We have an ACA plan thru BCBSTX. I called prior to a visit to make sure my plan covered the procedure I was looking to get and make sure the doctor I was getting a referral for was in network. I was told yes to both and sent a letter stating such depending on medical necessity. They paid for my specialist visit.

My visit went well but the pre auth was denied for self referral. I called BCBSTX and again was told it is covered but I needed to appeal with more letters from my pcp and such. So, I went back and got letters from everyone including a visit to my neurologist that was out of pocket because the referral expired and I was on a time crunch. I resent it and then was finally told it was excluded and the appeal was closed due to error in opening. I asked for them to send a copy of the exclusion in my benefits and was told it isn’t specifically listed.

At a loss on what to do I reached out to BCBSTX via social media and had someone contact me. There is an exclusion even when deemed medically necessary which I was able to get a copy of. I could have avoided having very personal pictures (this was for a breast reduction) done twice, 3 trips to the doctors, numerous hours on the phone and paid for this out of pocket earlier in the year.

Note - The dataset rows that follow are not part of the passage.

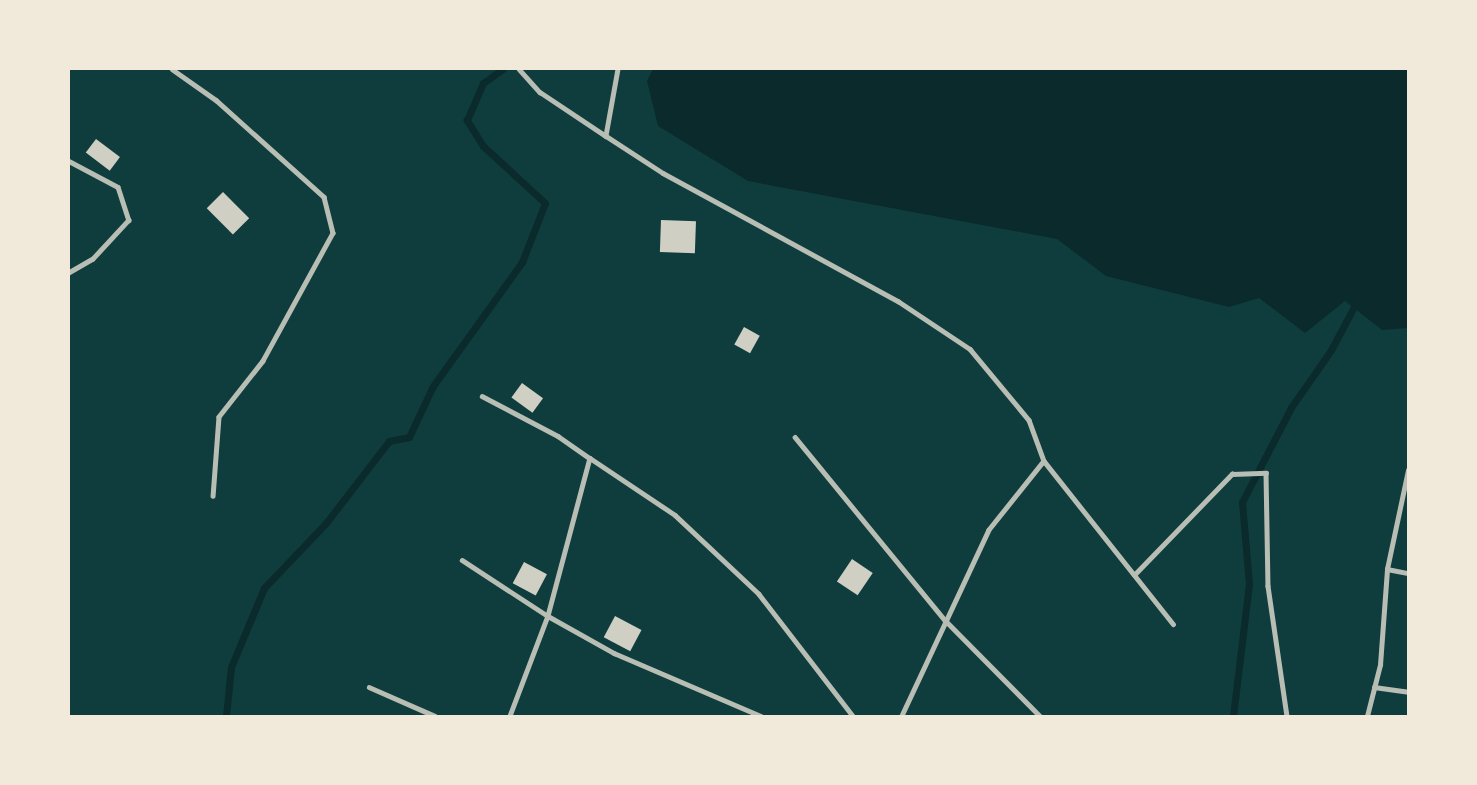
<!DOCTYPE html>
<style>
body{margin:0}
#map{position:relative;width:1477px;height:785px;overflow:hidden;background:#0f3d3e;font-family:Ubuntu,sans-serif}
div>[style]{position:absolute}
.water>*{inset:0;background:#0a2a2b}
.stream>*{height:7px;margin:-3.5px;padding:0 3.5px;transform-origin:3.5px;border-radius:3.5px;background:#0a2a2b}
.building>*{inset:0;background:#cfcfc3;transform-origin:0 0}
.service>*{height:4.5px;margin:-2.25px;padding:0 2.25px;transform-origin:2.25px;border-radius:2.25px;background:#b8beb3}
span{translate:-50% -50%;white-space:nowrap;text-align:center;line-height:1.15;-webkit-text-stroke:5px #f1e9da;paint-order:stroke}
.frame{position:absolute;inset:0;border:70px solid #f1e9da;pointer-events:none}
</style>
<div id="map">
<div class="water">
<div style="clip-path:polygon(653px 69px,1408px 69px,1408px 328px,1382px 330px,1345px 301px,1305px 333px,1259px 298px,1229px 307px,1106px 276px,1057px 239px,748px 181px,658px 126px,647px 81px)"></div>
</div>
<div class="stream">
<div style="left:226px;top:716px;width:49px;rotate:-84.2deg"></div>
<div style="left:231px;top:667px;width:86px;rotate:-67.3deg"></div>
<div style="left:264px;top:588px;width:90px;rotate:-46.4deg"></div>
<div style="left:326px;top:523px;width:103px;rotate:-52.5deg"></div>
<div style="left:389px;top:441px;width:20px;rotate:-11deg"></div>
<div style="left:409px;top:437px;width:56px;rotate:-64.8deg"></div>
<div style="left:433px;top:386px;width:153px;rotate:-54.3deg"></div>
<div style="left:522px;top:262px;width:63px;rotate:-68.7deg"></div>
<div style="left:545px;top:203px;width:84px;rotate:-137.4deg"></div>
<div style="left:483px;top:146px;width:31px;rotate:-122deg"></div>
<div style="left:467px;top:120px;width:40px;rotate:-66.6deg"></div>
<div style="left:483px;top:83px;width:24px;rotate:-35deg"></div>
<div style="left:1233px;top:716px;width:133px;rotate:-83.1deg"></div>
<div style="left:1249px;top:584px;width:82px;rotate:-94.9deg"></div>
<div style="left:1242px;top:502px;width:108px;rotate:-62.5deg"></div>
<div style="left:1292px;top:406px;width:68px;rotate:-55.1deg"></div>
<div style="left:1331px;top:350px;width:55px;rotate:-62deg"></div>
</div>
<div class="building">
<div style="left:96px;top:139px;width:30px;height:17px;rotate:37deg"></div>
<div style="left:223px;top:192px;width:37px;height:23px;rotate:45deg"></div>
<div style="left:661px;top:220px;width:35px;height:32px;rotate:2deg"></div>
<div style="left:744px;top:327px;width:18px;height:20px;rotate:29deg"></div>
<div style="left:522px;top:383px;width:26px;height:18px;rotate:36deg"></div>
<div style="left:852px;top:559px;width:25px;height:27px;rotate:34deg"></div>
<div style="left:524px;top:562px;width:26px;height:24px;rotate:28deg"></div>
<div style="left:615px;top:616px;width:30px;height:24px;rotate:28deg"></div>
</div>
<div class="service">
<div style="left:172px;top:69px;width:54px;rotate:35.2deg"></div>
<div style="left:216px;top:100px;width:145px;rotate:41.9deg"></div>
<div style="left:324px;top:197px;width:37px;rotate:76deg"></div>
<div style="left:333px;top:233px;width:146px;rotate:118.7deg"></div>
<div style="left:263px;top:361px;width:71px;rotate:128.2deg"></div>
<div style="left:219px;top:417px;width:79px;rotate:94.3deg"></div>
<div style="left:519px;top:69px;width:31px;rotate:48deg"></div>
<div style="left:540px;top:92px;width:79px;rotate:33.7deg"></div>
<div style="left:618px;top:69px;width:68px;rotate:100.2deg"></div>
<div style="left:606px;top:136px;width:68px;rotate:33deg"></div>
<div style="left:663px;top:173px;width:268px;rotate:28.6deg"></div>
<div style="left:898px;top:301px;width:87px;rotate:33.7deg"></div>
<div style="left:970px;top:349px;width:92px;rotate:50.3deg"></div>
<div style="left:1029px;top:420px;width:44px;rotate:69.9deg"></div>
<div style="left:1044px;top:461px;width:88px;rotate:128.6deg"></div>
<div style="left:989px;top:530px;width:205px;rotate:115.1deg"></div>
<div style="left:69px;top:161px;width:55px;rotate:28deg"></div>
<div style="left:118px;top:187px;width:35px;rotate:72deg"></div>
<div style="left:129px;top:220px;width:53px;rotate:132.7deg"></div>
<div style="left:93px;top:259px;width:28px;rotate:150deg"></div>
<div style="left:482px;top:396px;width:86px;rotate:27.8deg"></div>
<div style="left:558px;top:436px;width:39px;rotate:35deg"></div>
<div style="left:590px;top:458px;width:163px;rotate:104.9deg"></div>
<div style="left:548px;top:616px;width:107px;rotate:110.8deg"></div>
<div style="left:795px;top:437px;width:237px;rotate:50.7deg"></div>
<div style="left:945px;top:620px;width:135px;rotate:45.3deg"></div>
<div style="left:590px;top:458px;width:102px;rotate:33.8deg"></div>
<div style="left:675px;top:515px;width:115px;rotate:43.2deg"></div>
<div style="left:759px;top:594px;width:154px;rotate:52.4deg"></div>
<div style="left:1044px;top:461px;width:208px;rotate:51.6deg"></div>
<div style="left:462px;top:560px;width:103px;rotate:33.1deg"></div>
<div style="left:548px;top:616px;width:76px;rotate:29.3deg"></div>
<div style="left:614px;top:653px;width:160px;rotate:23.2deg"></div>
<div style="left:1387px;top:569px;width:21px;rotate:11deg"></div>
<div style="left:1134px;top:575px;width:141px;rotate:-45.9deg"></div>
<div style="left:1232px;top:474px;width:34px;rotate:-2deg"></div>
<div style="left:1266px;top:473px;width:113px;rotate:89deg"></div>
<div style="left:1268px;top:586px;width:131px;rotate:81.7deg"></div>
<div style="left:369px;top:687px;width:72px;rotate:23.7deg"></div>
<div style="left:1374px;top:687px;width:34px;rotate:8deg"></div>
<div style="left:1367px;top:716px;width:53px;rotate:-75.7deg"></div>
<div style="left:1380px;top:665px;width:96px;rotate:-85.8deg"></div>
<div style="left:1387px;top:569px;width:101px;rotate:-78deg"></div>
</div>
<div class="frame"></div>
</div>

Back on track, I ask the rep to please note the 4 conversations I had with 4 different agents telling me this would be covered, how to appeal and what additional info is needed. He finds the conversations and agrees. Two days later he calls me back to tell me everything is reviewed and they will hold the decision that it will not be covered. He said we have to understand there is a learning curb with agents and apologized for the confusion. I asked who I am supposed to call to question my benefits and was told the 800 number I called is correct. So I called the correct number for benefits and was told incorrectly 4 times, went out of my way for additional info and paid several hundred dollars to be told oops. Also, they will not refund me for the visits.

See also  Choosing a Georgia ACA plan for a specific drug.

What do I do? This should have never happened. Do I report to the doi or just let it slide? This was a huge, humiliating thing. Not to mention I’m still in pain because I put the surgery off waiting on insurance to come back.